Ikuro stared back at him, suddenly uncomfortable. “I. . .” The eyes in the mask registered sudden understanding, their expression changing to something that resembled amusement. “Oh, don’t worry, friend, I’m no yellow eel. I’ve no designs on your ass, I promise you.” Ikuro looked down, embarrassed by the others bluntness. Yet it was exactly what he had been thinking. He lifted his head, meeting those startlingly blue eyes once again. “Thank you ... I mean, for helping me. My family is indebted to you, but I would be better off making my way back to my brothers.”

The man reached out, taking Ikuro’s upper arm. Ikuro looked down at the fingers where they gripped him, impressed by their strength, their unexpected perfection.

“Look, I understand,” the stranger said, the words drifting— disembodied, it seemed—from the mask, “but for once you have no choice. Either you come back with me, and come now, or you’ll find yourself out there, under the stars, a hole in the back of your skull and your body stiff as stone. Now, what’s it to be?”

Ikuro stared back at the man, trying to see him clearly through the mask.
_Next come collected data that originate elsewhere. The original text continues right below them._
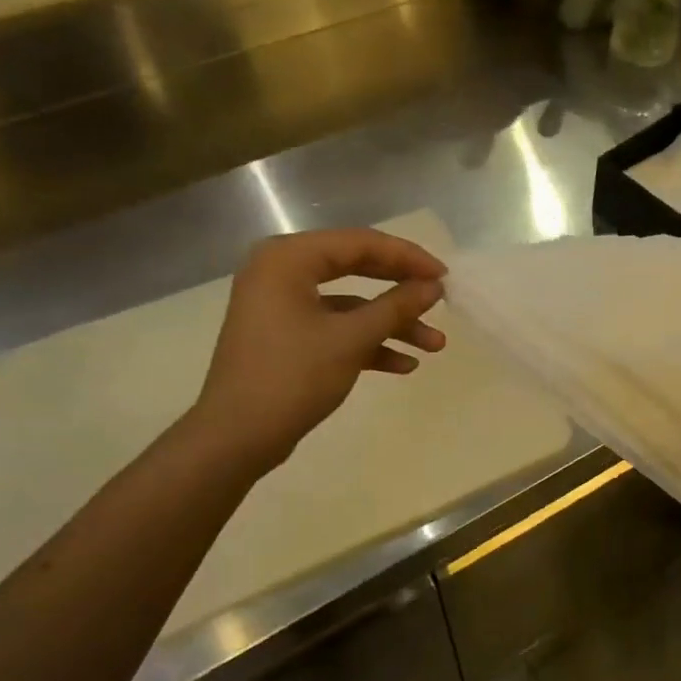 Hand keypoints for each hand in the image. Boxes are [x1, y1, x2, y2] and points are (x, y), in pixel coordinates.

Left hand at [189, 229, 447, 469]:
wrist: (236, 437)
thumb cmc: (292, 376)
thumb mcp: (351, 339)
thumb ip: (396, 306)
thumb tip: (434, 286)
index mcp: (288, 259)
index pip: (360, 243)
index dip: (407, 257)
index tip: (444, 276)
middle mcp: (282, 272)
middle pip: (357, 268)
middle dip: (402, 290)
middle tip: (441, 299)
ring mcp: (283, 305)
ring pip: (350, 304)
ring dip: (392, 324)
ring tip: (434, 345)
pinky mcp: (287, 335)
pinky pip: (335, 327)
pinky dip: (368, 342)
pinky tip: (404, 365) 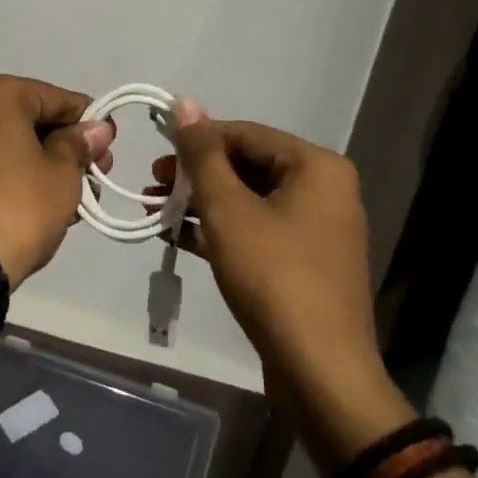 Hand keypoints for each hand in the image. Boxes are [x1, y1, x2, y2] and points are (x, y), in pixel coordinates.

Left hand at [0, 73, 114, 289]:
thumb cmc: (16, 206)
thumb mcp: (62, 174)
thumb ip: (79, 144)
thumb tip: (96, 129)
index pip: (54, 98)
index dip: (87, 122)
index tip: (109, 146)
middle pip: (27, 118)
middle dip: (62, 146)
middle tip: (93, 176)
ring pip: (4, 142)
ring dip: (38, 163)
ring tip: (69, 198)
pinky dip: (9, 174)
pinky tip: (35, 203)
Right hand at [158, 101, 414, 464]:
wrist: (321, 375)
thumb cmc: (274, 278)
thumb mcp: (227, 210)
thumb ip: (202, 154)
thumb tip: (184, 102)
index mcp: (316, 166)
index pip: (245, 134)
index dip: (196, 141)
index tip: (156, 156)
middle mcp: (324, 189)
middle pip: (247, 165)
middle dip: (196, 176)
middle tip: (153, 186)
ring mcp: (319, 227)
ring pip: (250, 199)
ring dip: (202, 203)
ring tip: (155, 211)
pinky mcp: (307, 261)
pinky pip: (259, 229)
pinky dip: (221, 229)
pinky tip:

To see exactly what and who he was. Then, making up his mind, he bowed.

“Okay. . . .”

“Good,” the man said curtly, releasing him and making for the door. “Now, keep close. And don’t stop running until I tell you it’s safe.”

outside, the martian night seemed vast, impenetrable. Two li up, the searchlights of the speeding cruiser appeared to punch holes in the blackness rather than illuminate it. Below, concealed from human sight, the land climbed slowly toward the Hesperian Plain—a bleak, uncompromising landscape pockmarked by craters formed more than three billion years before.